Assignment - Repeat the lines below exactly as written, please, from the line with "Map reading. What" to the line with "coordinates. Keep lists in top-to-bottom order.", both lines included, and no others.

Data in this exercise -
□ □ □ □

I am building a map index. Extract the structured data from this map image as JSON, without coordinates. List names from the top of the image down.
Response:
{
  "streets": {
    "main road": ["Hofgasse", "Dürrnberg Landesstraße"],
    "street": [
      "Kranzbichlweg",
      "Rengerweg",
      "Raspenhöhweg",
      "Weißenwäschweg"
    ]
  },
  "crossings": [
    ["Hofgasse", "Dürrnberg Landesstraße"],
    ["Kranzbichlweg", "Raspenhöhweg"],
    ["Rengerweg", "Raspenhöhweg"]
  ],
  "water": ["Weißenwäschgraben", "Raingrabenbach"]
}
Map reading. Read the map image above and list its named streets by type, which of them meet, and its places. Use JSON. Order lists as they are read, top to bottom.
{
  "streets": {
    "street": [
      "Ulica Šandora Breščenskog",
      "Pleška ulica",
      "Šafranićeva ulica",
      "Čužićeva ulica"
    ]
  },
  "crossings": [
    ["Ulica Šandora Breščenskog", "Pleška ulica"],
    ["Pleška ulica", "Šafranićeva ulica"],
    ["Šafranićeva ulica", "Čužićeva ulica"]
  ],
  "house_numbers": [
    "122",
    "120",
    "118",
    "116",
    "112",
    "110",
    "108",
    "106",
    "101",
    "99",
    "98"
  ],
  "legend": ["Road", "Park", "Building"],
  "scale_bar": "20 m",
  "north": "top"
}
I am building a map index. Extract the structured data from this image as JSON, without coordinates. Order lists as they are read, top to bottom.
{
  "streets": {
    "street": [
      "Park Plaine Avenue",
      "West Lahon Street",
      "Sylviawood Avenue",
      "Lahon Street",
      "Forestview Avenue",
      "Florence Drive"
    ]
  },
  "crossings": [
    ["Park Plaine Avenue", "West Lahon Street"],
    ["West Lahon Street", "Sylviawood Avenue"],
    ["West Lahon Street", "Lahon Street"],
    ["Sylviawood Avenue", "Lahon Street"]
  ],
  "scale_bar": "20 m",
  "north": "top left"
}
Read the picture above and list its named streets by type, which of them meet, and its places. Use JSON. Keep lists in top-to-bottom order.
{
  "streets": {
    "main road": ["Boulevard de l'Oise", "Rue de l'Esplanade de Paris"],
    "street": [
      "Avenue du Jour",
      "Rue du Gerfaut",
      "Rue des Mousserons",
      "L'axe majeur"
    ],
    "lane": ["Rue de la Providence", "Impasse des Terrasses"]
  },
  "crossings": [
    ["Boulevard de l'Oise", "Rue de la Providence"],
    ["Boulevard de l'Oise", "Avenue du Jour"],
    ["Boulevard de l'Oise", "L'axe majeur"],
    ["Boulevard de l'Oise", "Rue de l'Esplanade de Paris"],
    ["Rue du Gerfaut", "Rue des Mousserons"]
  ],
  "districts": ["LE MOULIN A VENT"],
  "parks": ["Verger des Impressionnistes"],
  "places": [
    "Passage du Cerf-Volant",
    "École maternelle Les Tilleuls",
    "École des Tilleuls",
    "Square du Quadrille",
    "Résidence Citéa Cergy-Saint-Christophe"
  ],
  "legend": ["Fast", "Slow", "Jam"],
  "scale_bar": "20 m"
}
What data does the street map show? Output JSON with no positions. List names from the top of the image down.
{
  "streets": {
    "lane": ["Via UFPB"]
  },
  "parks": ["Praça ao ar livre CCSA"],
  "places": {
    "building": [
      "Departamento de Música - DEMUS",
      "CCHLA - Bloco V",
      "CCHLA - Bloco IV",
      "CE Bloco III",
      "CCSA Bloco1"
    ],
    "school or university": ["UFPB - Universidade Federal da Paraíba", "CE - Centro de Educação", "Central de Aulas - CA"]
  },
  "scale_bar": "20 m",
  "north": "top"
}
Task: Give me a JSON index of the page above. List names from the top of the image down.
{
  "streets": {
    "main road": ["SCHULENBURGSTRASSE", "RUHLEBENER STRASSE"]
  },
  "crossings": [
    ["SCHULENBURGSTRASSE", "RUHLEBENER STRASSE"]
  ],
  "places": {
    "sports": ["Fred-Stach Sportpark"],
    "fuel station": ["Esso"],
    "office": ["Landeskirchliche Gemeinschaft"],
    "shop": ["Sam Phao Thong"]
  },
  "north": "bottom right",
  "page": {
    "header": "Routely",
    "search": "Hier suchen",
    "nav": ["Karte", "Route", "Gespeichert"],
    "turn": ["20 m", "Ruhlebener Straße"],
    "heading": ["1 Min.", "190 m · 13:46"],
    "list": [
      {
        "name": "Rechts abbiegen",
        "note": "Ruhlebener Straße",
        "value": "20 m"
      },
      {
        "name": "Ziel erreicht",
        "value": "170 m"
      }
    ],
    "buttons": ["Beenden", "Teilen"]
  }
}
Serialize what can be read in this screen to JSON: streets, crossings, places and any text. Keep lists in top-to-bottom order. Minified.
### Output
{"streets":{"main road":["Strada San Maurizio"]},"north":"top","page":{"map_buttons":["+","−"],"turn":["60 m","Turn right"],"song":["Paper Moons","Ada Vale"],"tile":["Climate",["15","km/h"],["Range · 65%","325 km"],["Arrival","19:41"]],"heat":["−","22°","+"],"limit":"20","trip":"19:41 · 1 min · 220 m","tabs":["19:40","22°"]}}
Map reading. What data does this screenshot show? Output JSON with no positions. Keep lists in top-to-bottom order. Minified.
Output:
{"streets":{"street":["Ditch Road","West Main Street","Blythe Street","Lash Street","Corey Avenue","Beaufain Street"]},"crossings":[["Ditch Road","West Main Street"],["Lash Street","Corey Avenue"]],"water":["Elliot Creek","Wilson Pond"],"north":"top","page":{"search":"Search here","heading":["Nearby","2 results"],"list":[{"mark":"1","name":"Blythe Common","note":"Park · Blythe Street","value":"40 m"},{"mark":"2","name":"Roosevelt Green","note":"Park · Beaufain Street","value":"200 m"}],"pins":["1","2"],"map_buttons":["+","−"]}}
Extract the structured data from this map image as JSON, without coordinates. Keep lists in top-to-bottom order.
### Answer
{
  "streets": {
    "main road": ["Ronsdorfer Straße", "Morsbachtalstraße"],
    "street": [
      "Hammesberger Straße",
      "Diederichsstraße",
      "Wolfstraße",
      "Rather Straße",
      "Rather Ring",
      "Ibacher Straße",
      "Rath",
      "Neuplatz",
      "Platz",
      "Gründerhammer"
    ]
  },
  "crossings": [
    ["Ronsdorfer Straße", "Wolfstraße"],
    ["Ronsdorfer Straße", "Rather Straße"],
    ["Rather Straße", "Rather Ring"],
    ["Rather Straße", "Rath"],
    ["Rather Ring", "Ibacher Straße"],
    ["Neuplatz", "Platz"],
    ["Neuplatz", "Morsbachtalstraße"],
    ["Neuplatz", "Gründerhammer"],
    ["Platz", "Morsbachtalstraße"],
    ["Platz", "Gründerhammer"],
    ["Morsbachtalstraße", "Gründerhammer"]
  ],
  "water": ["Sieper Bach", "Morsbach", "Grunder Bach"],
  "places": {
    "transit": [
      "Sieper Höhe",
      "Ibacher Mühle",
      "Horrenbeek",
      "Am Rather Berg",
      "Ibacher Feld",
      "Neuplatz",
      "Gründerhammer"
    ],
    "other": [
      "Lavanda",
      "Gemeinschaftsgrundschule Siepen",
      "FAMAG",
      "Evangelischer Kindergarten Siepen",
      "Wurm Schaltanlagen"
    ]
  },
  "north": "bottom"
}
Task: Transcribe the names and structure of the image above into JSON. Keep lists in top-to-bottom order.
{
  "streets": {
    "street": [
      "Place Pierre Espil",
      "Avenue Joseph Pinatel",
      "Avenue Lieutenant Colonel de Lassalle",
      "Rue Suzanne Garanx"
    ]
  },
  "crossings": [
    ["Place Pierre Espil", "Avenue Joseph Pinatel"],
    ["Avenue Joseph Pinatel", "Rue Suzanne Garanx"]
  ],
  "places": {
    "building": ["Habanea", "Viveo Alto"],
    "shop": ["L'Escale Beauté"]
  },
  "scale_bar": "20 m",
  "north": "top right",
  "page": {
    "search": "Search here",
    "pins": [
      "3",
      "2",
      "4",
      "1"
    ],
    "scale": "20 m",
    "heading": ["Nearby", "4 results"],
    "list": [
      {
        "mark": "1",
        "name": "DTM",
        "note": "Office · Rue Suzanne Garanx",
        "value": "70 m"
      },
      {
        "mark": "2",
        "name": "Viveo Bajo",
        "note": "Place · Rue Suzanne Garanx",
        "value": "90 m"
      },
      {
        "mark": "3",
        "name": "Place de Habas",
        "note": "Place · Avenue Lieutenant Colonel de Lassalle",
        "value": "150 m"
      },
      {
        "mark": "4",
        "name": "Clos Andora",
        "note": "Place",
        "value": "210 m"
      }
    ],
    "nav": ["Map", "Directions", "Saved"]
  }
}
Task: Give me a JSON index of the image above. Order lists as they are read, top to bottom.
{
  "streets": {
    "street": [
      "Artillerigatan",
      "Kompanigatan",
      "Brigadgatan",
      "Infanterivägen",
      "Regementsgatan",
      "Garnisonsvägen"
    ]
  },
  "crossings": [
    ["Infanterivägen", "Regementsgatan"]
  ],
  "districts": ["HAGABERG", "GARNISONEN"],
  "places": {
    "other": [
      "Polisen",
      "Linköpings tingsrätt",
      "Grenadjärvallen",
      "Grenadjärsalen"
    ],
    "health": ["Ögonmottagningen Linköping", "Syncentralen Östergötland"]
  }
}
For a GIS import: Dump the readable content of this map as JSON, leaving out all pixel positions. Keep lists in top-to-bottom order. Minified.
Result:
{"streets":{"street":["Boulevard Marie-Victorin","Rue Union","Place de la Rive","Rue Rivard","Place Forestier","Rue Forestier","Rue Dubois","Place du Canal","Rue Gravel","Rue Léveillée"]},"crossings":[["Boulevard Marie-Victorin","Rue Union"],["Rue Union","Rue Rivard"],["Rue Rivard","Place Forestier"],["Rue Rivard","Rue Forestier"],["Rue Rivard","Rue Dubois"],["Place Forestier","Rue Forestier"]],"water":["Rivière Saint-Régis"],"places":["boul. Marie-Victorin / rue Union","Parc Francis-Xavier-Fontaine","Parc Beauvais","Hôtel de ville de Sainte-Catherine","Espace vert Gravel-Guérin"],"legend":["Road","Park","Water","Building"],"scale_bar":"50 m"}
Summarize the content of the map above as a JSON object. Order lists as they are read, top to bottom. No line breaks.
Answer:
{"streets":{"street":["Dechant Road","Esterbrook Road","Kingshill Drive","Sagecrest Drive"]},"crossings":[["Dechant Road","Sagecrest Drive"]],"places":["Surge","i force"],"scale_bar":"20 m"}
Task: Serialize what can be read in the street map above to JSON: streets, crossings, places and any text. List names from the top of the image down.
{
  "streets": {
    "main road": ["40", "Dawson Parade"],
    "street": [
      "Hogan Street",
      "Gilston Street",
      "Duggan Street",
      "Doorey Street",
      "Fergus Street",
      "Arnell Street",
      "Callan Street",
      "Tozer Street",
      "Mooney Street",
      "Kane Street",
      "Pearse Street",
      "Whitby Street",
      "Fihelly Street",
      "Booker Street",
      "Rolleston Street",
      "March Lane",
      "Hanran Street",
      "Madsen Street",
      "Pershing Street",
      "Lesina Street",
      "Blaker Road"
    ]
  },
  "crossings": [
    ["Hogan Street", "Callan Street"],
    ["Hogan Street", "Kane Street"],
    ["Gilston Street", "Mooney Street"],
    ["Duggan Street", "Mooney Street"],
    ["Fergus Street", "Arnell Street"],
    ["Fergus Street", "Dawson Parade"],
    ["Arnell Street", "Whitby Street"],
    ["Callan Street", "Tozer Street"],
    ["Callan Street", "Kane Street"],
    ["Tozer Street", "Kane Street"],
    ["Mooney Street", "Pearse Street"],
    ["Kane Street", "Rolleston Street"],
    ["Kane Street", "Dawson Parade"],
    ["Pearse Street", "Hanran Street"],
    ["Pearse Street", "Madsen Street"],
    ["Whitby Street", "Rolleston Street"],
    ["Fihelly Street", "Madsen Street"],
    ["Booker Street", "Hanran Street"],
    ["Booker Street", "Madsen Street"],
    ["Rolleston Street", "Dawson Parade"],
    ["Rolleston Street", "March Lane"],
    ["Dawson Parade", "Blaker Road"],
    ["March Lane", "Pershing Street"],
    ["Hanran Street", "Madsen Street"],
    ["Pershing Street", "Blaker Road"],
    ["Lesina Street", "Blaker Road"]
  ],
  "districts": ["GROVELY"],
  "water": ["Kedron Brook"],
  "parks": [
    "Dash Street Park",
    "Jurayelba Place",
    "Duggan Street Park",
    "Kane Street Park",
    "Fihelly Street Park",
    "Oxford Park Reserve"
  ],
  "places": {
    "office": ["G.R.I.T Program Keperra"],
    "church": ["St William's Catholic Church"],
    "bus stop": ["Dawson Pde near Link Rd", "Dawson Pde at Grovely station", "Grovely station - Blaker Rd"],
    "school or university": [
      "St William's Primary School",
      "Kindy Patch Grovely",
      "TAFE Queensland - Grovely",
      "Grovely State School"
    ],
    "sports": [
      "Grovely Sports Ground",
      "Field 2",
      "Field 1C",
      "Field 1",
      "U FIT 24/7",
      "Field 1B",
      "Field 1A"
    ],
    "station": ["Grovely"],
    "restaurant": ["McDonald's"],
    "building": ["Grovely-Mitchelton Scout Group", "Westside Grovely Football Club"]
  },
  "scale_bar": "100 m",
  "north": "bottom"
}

□ □ □ □

Response to the exercise -
Map reading. What data does this screenshot show? Output JSON with no positions. Keep lists in top-to-bottom order. Minified.
Output:
{"streets":{"street":["Ditch Road","West Main Street","Blythe Street","Lash Street","Corey Avenue","Beaufain Street"]},"crossings":[["Ditch Road","West Main Street"],["Lash Street","Corey Avenue"]],"water":["Elliot Creek","Wilson Pond"],"north":"top","page":{"search":"Search here","heading":["Nearby","2 results"],"list":[{"mark":"1","name":"Blythe Common","note":"Park · Blythe Street","value":"40 m"},{"mark":"2","name":"Roosevelt Green","note":"Park · Beaufain Street","value":"200 m"}],"pins":["1","2"],"map_buttons":["+","−"]}}
Extract the structured data from this map image as JSON, without coordinates. Keep lists in top-to-bottom order.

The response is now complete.